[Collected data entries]
——

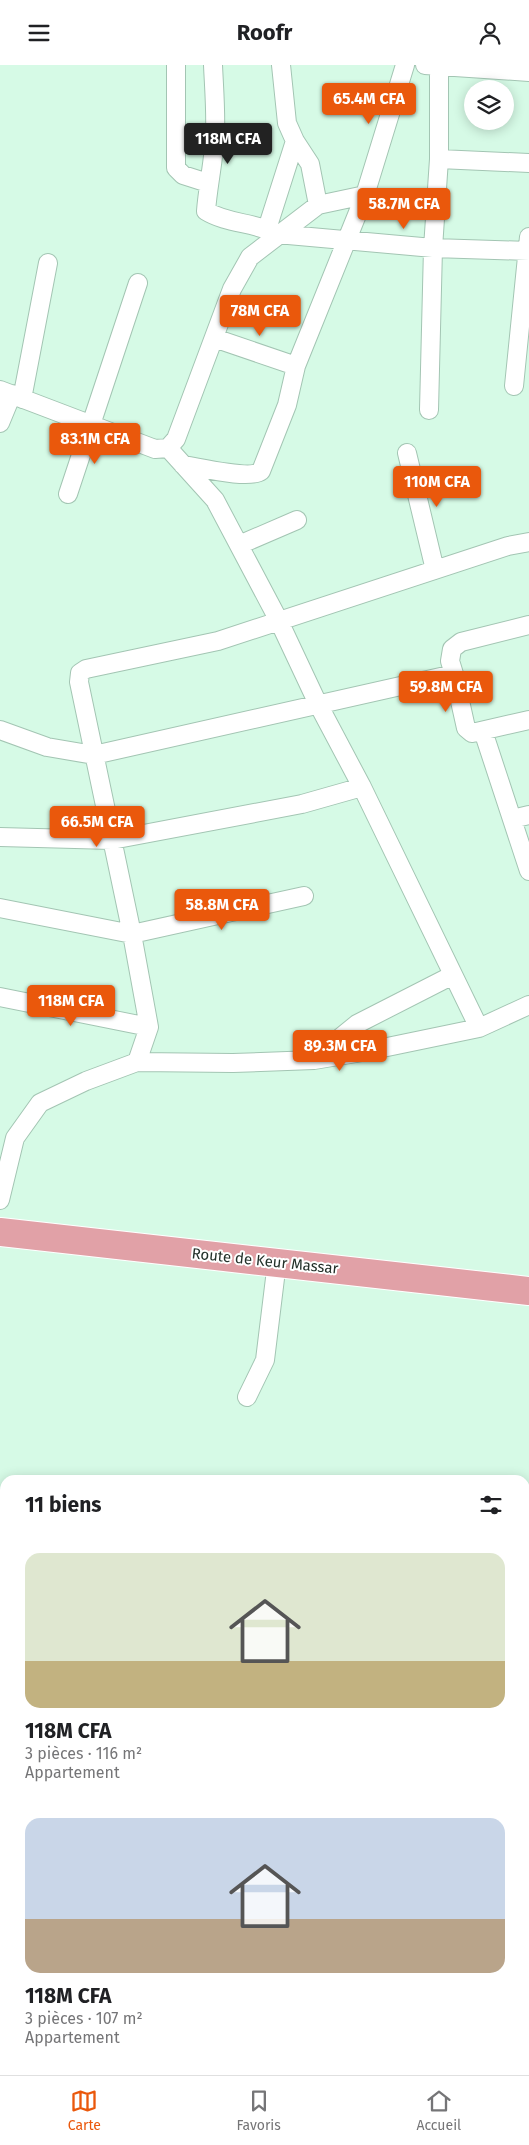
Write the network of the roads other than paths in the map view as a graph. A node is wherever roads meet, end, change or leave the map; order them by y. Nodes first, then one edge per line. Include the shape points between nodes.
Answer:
1 (176, 65) edge
2 (213, 65) edge
3 (281, 65) edge
4 (405, 65) edge
5 (432, 66) edge
6 (498, 68) edge
7 (529, 72) edge
8 (295, 141) junction
9 (439, 159) junction
10 (529, 163) edge
11 (208, 183) junction
12 (365, 195) junction
13 (318, 205) junction
14 (272, 232) junction
15 (346, 242) junction
16 (529, 246) edge
17 (432, 248) junction
18 (48, 263) dead end
19 (138, 283) dead end
20 (214, 338) junction
21 (296, 366) junction
22 (514, 386) dead end
23 (11, 394) edge
24 (429, 410) dead end
25 (0, 423) edge
26 (91, 425) junction
27 (168, 448) junction
28 (407, 453) dead end
29 (183, 465) junction
30 (68, 494) dead end
31 (297, 520) dead end
32 (529, 542) edge
33 (239, 545) junction
34 (435, 570) junction
35 (279, 621) junction
36 (529, 625) edge
37 (454, 674) junction
38 (318, 705) junction
39 (529, 720) edge
40 (0, 730) edge
41 (483, 731) junction
42 (94, 755) junction
43 (362, 787) junction
44 (520, 817) edge
45 (0, 837) edge
46 (112, 840) junction
47 (529, 871) edge
48 (304, 896) dead end
49 (0, 908) edge
50 (132, 934) junction
51 (453, 975) junction
52 (0, 997) edge
53 (529, 1005) edge
54 (149, 1027) junction
55 (479, 1028) junction
56 (314, 1059) junction
57 (137, 1062) junction
58 (0, 1200) edge
59 (0, 1232) edge
60 (277, 1262) junction
61 (529, 1291) edge
62 (247, 1397) dead end

1 - 11 street via 176,168 183,175
2 - 11 street via 215,132
3 - 8 street via 287,123
4 - 12 street
5 - 6 street
5 - 9 street
6 - 7 street
8 - 13 street via 310,164
8 - 14 street
9 - 10 street
9 - 17 street
11 - 14 street via 206,211
12 - 13 street
12 - 15 street
13 - 14 street
14 - 15 street
14 - 20 street via 250,257 232,289
15 - 17 street
15 - 21 street
16 - 17 street
16 - 22 street
17 - 24 street
18 - 23 street
19 - 26 street
20 - 21 street
20 - 27 street via 176,439
21 - 29 street via 287,405 261,471 244,475
23 - 25 street
23 - 26 street
26 - 27 street via 155,449
26 - 30 street
27 - 29 street
28 - 34 street
29 - 33 street via 215,500
31 - 33 street
32 - 34 street
33 - 35 street
34 - 35 street
35 - 38 street
35 - 42 street via 218,641 86,669 80,673 79,682
36 - 37 street via 461,642 452,649 450,661
37 - 38 street
37 - 41 street via 466,728 472,733
38 - 42 street
38 - 43 street
39 - 41 street
40 - 42 street via 48,747
41 - 44 street
42 - 46 street
43 - 46 street via 302,804
43 - 51 street
44 - 47 street
45 - 46 street
46 - 50 street
48 - 50 street
49 - 50 street
50 - 54 street
51 - 55 street
51 - 56 street via 357,1024
52 - 54 street
53 - 55 street
54 - 57 street
55 - 56 street
56 - 57 street via 233,1063
57 - 58 street via 40,1103 15,1138
59 - 60 main road, Route de Keur Massar
60 - 61 main road, Route de Keur Massar
60 - 62 street via 265,1361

——

To do: Which lines of the entries above contain the word "dead"? Copy each of them.

Written solution:
18 (48, 263) dead end
19 (138, 283) dead end
22 (514, 386) dead end
24 (429, 410) dead end
28 (407, 453) dead end
30 (68, 494) dead end
31 (297, 520) dead end
48 (304, 896) dead end
62 (247, 1397) dead end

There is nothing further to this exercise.